Jika abu residu sampah itu tidak akan digunakan kembali, Ir Prabowo menyarankan sebaiknya digunakan untuk bahan campuran paving block atau penggempur tanah taman hias.
"Incinerator Dodika ini bisa menjadi garda terdepan menangani darurat sampah, sampah bisa langsung dibakar habis ketika sudah semakin menumpuk dan tidak perlu dipilah lagi," kata dia.
Sementara itu, Karina Prabowo selaku Direktur Utama PT. Dodika Prabsco Resik Abadi memastikan bahwa incinerator mereka sanggup mereduksi sampah sampai 95 persen.
Karena keunggulan inilah yang mendorong banyak pemerintah daerah di tanah air memilih Dodika Incinerator sebagai solusi cepat dalam penanganan permasalahan sampah.

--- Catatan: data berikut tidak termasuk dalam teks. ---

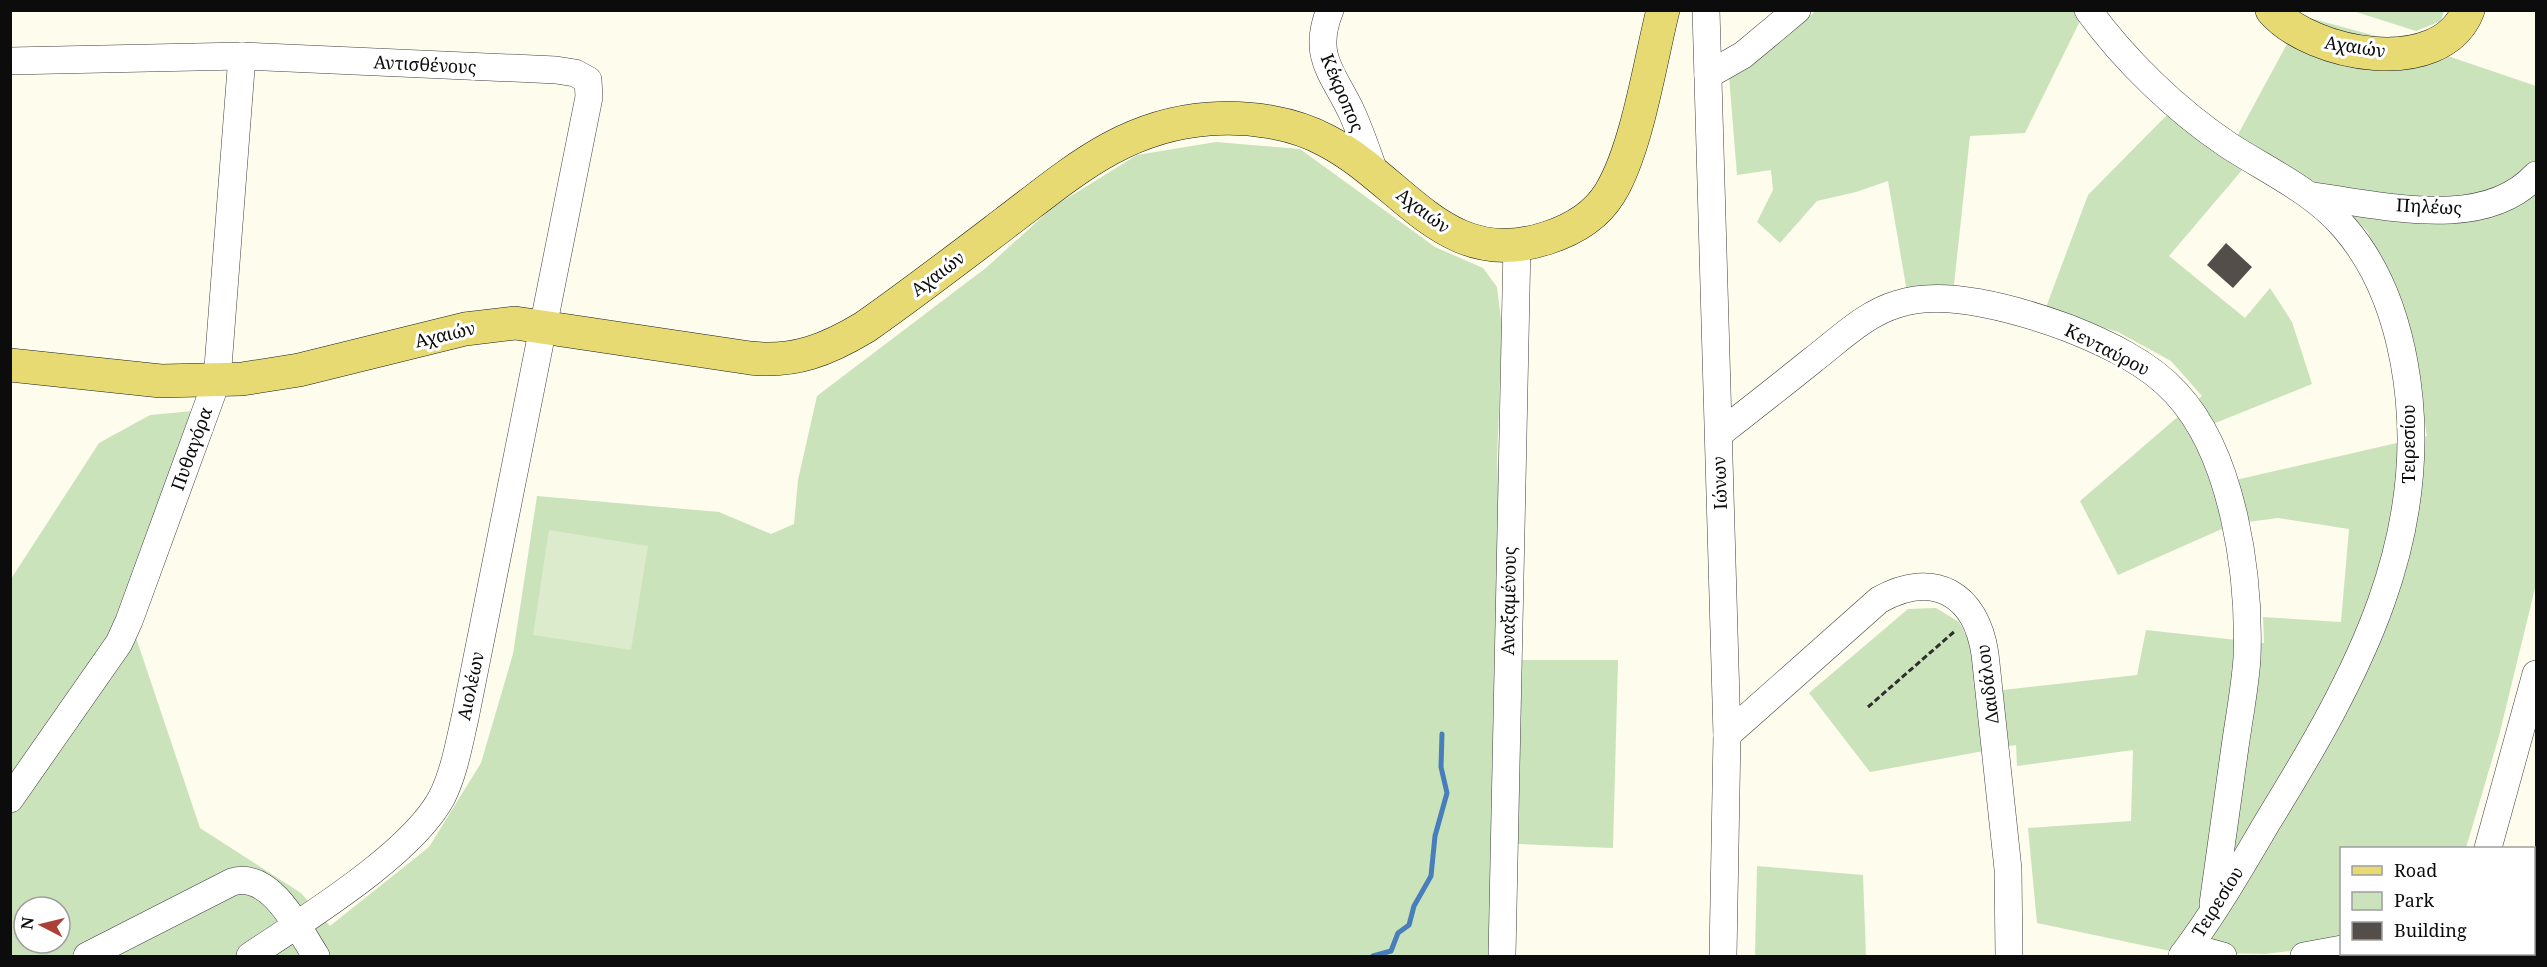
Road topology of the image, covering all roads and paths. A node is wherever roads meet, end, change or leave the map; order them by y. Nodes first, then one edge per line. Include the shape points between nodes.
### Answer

"Ya sangat bisa sekali mereduksi sampah karena tujuan utama dari incinerator ini untuk mereduksi sampah secara cepat dan drastis. Sampah akan direduksi 95 persen tersisa abu 5 persen. Karena keunggulan ini, banyak pemda yang sudah memilih dan memakai mesin buatan kami," kata dia.